**ACTIVITY:**
Reproduce each line of the material exactly as it reads.

**PROVIDED RECORDS:**
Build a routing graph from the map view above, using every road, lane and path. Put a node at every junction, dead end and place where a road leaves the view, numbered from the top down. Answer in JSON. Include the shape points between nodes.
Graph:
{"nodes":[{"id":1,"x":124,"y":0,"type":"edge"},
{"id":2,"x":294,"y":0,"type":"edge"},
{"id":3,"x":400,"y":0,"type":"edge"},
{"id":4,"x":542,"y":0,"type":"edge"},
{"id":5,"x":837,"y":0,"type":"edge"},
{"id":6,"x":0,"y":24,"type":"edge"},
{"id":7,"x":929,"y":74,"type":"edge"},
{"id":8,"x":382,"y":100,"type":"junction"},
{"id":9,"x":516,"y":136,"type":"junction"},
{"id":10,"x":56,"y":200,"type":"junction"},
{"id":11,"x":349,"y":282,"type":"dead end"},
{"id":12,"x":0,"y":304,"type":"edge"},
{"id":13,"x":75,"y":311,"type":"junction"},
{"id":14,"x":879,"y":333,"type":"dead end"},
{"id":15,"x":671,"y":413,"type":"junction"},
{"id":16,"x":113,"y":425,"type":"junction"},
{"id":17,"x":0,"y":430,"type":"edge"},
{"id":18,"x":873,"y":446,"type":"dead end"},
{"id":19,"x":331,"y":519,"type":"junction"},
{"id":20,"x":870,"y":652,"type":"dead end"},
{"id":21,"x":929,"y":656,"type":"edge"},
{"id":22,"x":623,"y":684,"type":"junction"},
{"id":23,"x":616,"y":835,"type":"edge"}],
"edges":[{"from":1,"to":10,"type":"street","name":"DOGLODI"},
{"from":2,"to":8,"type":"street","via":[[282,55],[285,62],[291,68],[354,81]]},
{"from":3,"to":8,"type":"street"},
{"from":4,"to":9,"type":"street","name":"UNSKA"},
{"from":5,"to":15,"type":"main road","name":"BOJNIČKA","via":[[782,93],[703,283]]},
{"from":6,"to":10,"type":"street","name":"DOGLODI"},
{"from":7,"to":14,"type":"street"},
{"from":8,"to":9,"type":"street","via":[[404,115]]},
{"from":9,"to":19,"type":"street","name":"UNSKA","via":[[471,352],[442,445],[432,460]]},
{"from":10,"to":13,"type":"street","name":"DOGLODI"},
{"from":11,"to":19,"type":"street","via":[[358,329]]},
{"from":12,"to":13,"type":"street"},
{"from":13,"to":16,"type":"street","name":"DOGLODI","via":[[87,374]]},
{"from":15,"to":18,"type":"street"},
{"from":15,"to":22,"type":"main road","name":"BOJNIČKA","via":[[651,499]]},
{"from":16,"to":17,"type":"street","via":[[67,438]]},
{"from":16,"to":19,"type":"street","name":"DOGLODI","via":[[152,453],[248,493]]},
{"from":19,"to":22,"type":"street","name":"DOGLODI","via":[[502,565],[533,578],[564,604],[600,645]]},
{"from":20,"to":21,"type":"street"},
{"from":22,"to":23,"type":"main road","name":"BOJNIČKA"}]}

**SOLUTION TO THE EXERCISE:**
Build a routing graph from the map view above, using every road, lane and path. Put a node at every junction, dead end and place where a road leaves the view, numbered from the top down. Answer in JSON. Include the shape points between nodes.
Graph:
{"nodes":[{"id":1,"x":124,"y":0,"type":"edge"},
{"id":2,"x":294,"y":0,"type":"edge"},
{"id":3,"x":400,"y":0,"type":"edge"},
{"id":4,"x":542,"y":0,"type":"edge"},
{"id":5,"x":837,"y":0,"type":"edge"},
{"id":6,"x":0,"y":24,"type":"edge"},
{"id":7,"x":929,"y":74,"type":"edge"},
{"id":8,"x":382,"y":100,"type":"junction"},
{"id":9,"x":516,"y":136,"type":"junction"},
{"id":10,"x":56,"y":200,"type":"junction"},
{"id":11,"x":349,"y":282,"type":"dead end"},
{"id":12,"x":0,"y":304,"type":"edge"},
{"id":13,"x":75,"y":311,"type":"junction"},
{"id":14,"x":879,"y":333,"type":"dead end"},
{"id":15,"x":671,"y":413,"type":"junction"},
{"id":16,"x":113,"y":425,"type":"junction"},
{"id":17,"x":0,"y":430,"type":"edge"},
{"id":18,"x":873,"y":446,"type":"dead end"},
{"id":19,"x":331,"y":519,"type":"junction"},
{"id":20,"x":870,"y":652,"type":"dead end"},
{"id":21,"x":929,"y":656,"type":"edge"},
{"id":22,"x":623,"y":684,"type":"junction"},
{"id":23,"x":616,"y":835,"type":"edge"}],
"edges":[{"from":1,"to":10,"type":"street","name":"DOGLODI"},
{"from":2,"to":8,"type":"street","via":[[282,55],[285,62],[291,68],[354,81]]},
{"from":3,"to":8,"type":"street"},
{"from":4,"to":9,"type":"street","name":"UNSKA"},
{"from":5,"to":15,"type":"main road","name":"BOJNIČKA","via":[[782,93],[703,283]]},
{"from":6,"to":10,"type":"street","name":"DOGLODI"},
{"from":7,"to":14,"type":"street"},
{"from":8,"to":9,"type":"street","via":[[404,115]]},
{"from":9,"to":19,"type":"street","name":"UNSKA","via":[[471,352],[442,445],[432,460]]},
{"from":10,"to":13,"type":"street","name":"DOGLODI"},
{"from":11,"to":19,"type":"street","via":[[358,329]]},
{"from":12,"to":13,"type":"street"},
{"from":13,"to":16,"type":"street","name":"DOGLODI","via":[[87,374]]},
{"from":15,"to":18,"type":"street"},
{"from":15,"to":22,"type":"main road","name":"BOJNIČKA","via":[[651,499]]},
{"from":16,"to":17,"type":"street","via":[[67,438]]},
{"from":16,"to":19,"type":"street","name":"DOGLODI","via":[[152,453],[248,493]]},
{"from":19,"to":22,"type":"street","name":"DOGLODI","via":[[502,565],[533,578],[564,604],[600,645]]},
{"from":20,"to":21,"type":"street"},
{"from":22,"to":23,"type":"main road","name":"BOJNIČKA"}]}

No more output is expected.